## Assignment
Down to the final line, reproduce the entries that follow exactly.

# # # #

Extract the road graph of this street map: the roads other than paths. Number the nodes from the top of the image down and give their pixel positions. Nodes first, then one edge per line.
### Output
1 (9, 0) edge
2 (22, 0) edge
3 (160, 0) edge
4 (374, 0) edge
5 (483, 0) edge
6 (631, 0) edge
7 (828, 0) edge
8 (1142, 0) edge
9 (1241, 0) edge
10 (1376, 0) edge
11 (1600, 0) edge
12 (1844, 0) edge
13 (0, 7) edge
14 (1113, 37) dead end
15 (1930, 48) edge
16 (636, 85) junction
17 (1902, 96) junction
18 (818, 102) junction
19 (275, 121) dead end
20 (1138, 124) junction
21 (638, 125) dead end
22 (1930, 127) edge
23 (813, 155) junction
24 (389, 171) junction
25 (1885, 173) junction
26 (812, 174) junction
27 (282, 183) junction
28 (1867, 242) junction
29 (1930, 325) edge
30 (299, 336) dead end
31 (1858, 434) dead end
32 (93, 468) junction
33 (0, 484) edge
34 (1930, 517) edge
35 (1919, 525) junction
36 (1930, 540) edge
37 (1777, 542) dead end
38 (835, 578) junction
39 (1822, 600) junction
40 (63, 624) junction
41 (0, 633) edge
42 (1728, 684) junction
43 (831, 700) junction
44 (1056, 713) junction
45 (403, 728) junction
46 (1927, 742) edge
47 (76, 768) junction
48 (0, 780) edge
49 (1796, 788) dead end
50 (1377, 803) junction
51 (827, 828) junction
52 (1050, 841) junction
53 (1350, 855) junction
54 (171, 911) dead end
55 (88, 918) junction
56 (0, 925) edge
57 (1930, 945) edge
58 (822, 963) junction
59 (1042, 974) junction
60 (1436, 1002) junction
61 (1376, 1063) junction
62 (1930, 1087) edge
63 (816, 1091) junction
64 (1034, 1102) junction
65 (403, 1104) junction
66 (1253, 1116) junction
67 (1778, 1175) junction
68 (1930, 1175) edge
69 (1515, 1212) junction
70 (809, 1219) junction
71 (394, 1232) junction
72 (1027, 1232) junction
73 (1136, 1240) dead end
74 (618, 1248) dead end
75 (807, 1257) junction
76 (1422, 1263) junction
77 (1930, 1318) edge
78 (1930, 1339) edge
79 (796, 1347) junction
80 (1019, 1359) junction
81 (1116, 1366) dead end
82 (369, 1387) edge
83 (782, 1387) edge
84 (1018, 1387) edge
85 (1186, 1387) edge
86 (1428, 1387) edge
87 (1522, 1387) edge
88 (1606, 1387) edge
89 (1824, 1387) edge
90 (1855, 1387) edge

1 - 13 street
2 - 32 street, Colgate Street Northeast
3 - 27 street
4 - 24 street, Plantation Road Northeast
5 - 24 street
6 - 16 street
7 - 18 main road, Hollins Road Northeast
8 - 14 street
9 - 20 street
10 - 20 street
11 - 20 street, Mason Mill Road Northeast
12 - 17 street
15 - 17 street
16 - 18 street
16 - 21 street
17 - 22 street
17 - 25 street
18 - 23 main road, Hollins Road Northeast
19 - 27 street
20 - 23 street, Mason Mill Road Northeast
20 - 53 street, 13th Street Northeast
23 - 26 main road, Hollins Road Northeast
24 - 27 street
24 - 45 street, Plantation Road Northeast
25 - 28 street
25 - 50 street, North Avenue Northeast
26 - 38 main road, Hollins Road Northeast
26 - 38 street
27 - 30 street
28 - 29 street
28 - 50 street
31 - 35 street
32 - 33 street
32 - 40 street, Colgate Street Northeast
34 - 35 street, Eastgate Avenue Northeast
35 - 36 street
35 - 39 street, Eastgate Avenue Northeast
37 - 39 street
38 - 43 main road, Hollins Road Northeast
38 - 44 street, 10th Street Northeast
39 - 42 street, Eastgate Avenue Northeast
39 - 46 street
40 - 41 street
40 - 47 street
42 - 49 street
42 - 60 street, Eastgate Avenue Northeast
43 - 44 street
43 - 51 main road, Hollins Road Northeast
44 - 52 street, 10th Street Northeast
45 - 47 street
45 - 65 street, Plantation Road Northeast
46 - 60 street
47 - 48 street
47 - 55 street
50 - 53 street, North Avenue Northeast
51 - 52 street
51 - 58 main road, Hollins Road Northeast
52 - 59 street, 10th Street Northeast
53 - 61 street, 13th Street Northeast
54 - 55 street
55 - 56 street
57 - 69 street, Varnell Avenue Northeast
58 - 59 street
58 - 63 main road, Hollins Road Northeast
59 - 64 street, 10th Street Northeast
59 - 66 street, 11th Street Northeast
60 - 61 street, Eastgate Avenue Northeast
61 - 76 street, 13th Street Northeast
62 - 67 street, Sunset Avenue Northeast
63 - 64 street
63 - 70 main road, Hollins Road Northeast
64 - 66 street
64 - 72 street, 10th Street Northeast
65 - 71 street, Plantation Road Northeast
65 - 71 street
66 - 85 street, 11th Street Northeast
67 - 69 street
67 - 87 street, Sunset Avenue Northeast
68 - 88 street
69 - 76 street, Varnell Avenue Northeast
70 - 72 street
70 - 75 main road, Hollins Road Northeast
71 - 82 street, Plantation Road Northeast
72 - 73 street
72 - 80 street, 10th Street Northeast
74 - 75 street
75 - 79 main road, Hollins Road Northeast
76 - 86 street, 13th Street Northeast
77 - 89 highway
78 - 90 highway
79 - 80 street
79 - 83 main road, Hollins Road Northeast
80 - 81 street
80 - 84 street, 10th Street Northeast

# # # #

## Answer box
Extract the road graph of this street map: the roads other than paths. Number the nodes from the top of the image down and give their pixel positions. Nodes first, then one edge per line.
### Output
1 (9, 0) edge
2 (22, 0) edge
3 (160, 0) edge
4 (374, 0) edge
5 (483, 0) edge
6 (631, 0) edge
7 (828, 0) edge
8 (1142, 0) edge
9 (1241, 0) edge
10 (1376, 0) edge
11 (1600, 0) edge
12 (1844, 0) edge
13 (0, 7) edge
14 (1113, 37) dead end
15 (1930, 48) edge
16 (636, 85) junction
17 (1902, 96) junction
18 (818, 102) junction
19 (275, 121) dead end
20 (1138, 124) junction
21 (638, 125) dead end
22 (1930, 127) edge
23 (813, 155) junction
24 (389, 171) junction
25 (1885, 173) junction
26 (812, 174) junction
27 (282, 183) junction
28 (1867, 242) junction
29 (1930, 325) edge
30 (299, 336) dead end
31 (1858, 434) dead end
32 (93, 468) junction
33 (0, 484) edge
34 (1930, 517) edge
35 (1919, 525) junction
36 (1930, 540) edge
37 (1777, 542) dead end
38 (835, 578) junction
39 (1822, 600) junction
40 (63, 624) junction
41 (0, 633) edge
42 (1728, 684) junction
43 (831, 700) junction
44 (1056, 713) junction
45 (403, 728) junction
46 (1927, 742) edge
47 (76, 768) junction
48 (0, 780) edge
49 (1796, 788) dead end
50 (1377, 803) junction
51 (827, 828) junction
52 (1050, 841) junction
53 (1350, 855) junction
54 (171, 911) dead end
55 (88, 918) junction
56 (0, 925) edge
57 (1930, 945) edge
58 (822, 963) junction
59 (1042, 974) junction
60 (1436, 1002) junction
61 (1376, 1063) junction
62 (1930, 1087) edge
63 (816, 1091) junction
64 (1034, 1102) junction
65 (403, 1104) junction
66 (1253, 1116) junction
67 (1778, 1175) junction
68 (1930, 1175) edge
69 (1515, 1212) junction
70 (809, 1219) junction
71 (394, 1232) junction
72 (1027, 1232) junction
73 (1136, 1240) dead end
74 (618, 1248) dead end
75 (807, 1257) junction
76 (1422, 1263) junction
77 (1930, 1318) edge
78 (1930, 1339) edge
79 (796, 1347) junction
80 (1019, 1359) junction
81 (1116, 1366) dead end
82 (369, 1387) edge
83 (782, 1387) edge
84 (1018, 1387) edge
85 (1186, 1387) edge
86 (1428, 1387) edge
87 (1522, 1387) edge
88 (1606, 1387) edge
89 (1824, 1387) edge
90 (1855, 1387) edge

1 - 13 street
2 - 32 street, Colgate Street Northeast
3 - 27 street
4 - 24 street, Plantation Road Northeast
5 - 24 street
6 - 16 street
7 - 18 main road, Hollins Road Northeast
8 - 14 street
9 - 20 street
10 - 20 street
11 - 20 street, Mason Mill Road Northeast
12 - 17 street
15 - 17 street
16 - 18 street
16 - 21 street
17 - 22 street
17 - 25 street
18 - 23 main road, Hollins Road Northeast
19 - 27 street
20 - 23 street, Mason Mill Road Northeast
20 - 53 street, 13th Street Northeast
23 - 26 main road, Hollins Road Northeast
24 - 27 street
24 - 45 street, Plantation Road Northeast
25 - 28 street
25 - 50 street, North Avenue Northeast
26 - 38 main road, Hollins Road Northeast
26 - 38 street
27 - 30 street
28 - 29 street
28 - 50 street
31 - 35 street
32 - 33 street
32 - 40 street, Colgate Street Northeast
34 - 35 street, Eastgate Avenue Northeast
35 - 36 street
35 - 39 street, Eastgate Avenue Northeast
37 - 39 street
38 - 43 main road, Hollins Road Northeast
38 - 44 street, 10th Street Northeast
39 - 42 street, Eastgate Avenue Northeast
39 - 46 street
40 - 41 street
40 - 47 street
42 - 49 street
42 - 60 street, Eastgate Avenue Northeast
43 - 44 street
43 - 51 main road, Hollins Road Northeast
44 - 52 street, 10th Street Northeast
45 - 47 street
45 - 65 street, Plantation Road Northeast
46 - 60 street
47 - 48 street
47 - 55 street
50 - 53 street, North Avenue Northeast
51 - 52 street
51 - 58 main road, Hollins Road Northeast
52 - 59 street, 10th Street Northeast
53 - 61 street, 13th Street Northeast
54 - 55 street
55 - 56 street
57 - 69 street, Varnell Avenue Northeast
58 - 59 street
58 - 63 main road, Hollins Road Northeast
59 - 64 street, 10th Street Northeast
59 - 66 street, 11th Street Northeast
60 - 61 street, Eastgate Avenue Northeast
61 - 76 street, 13th Street Northeast
62 - 67 street, Sunset Avenue Northeast
63 - 64 street
63 - 70 main road, Hollins Road Northeast
64 - 66 street
64 - 72 street, 10th Street Northeast
65 - 71 street, Plantation Road Northeast
65 - 71 street
66 - 85 street, 11th Street Northeast
67 - 69 street
67 - 87 street, Sunset Avenue Northeast
68 - 88 street
69 - 76 street, Varnell Avenue Northeast
70 - 72 street
70 - 75 main road, Hollins Road Northeast
71 - 82 street, Plantation Road Northeast
72 - 73 street
72 - 80 street, 10th Street Northeast
74 - 75 street
75 - 79 main road, Hollins Road Northeast
76 - 86 street, 13th Street Northeast
77 - 89 highway
78 - 90 highway
79 - 80 street
79 - 83 main road, Hollins Road Northeast
80 - 81 street
80 - 84 street, 10th Street Northeast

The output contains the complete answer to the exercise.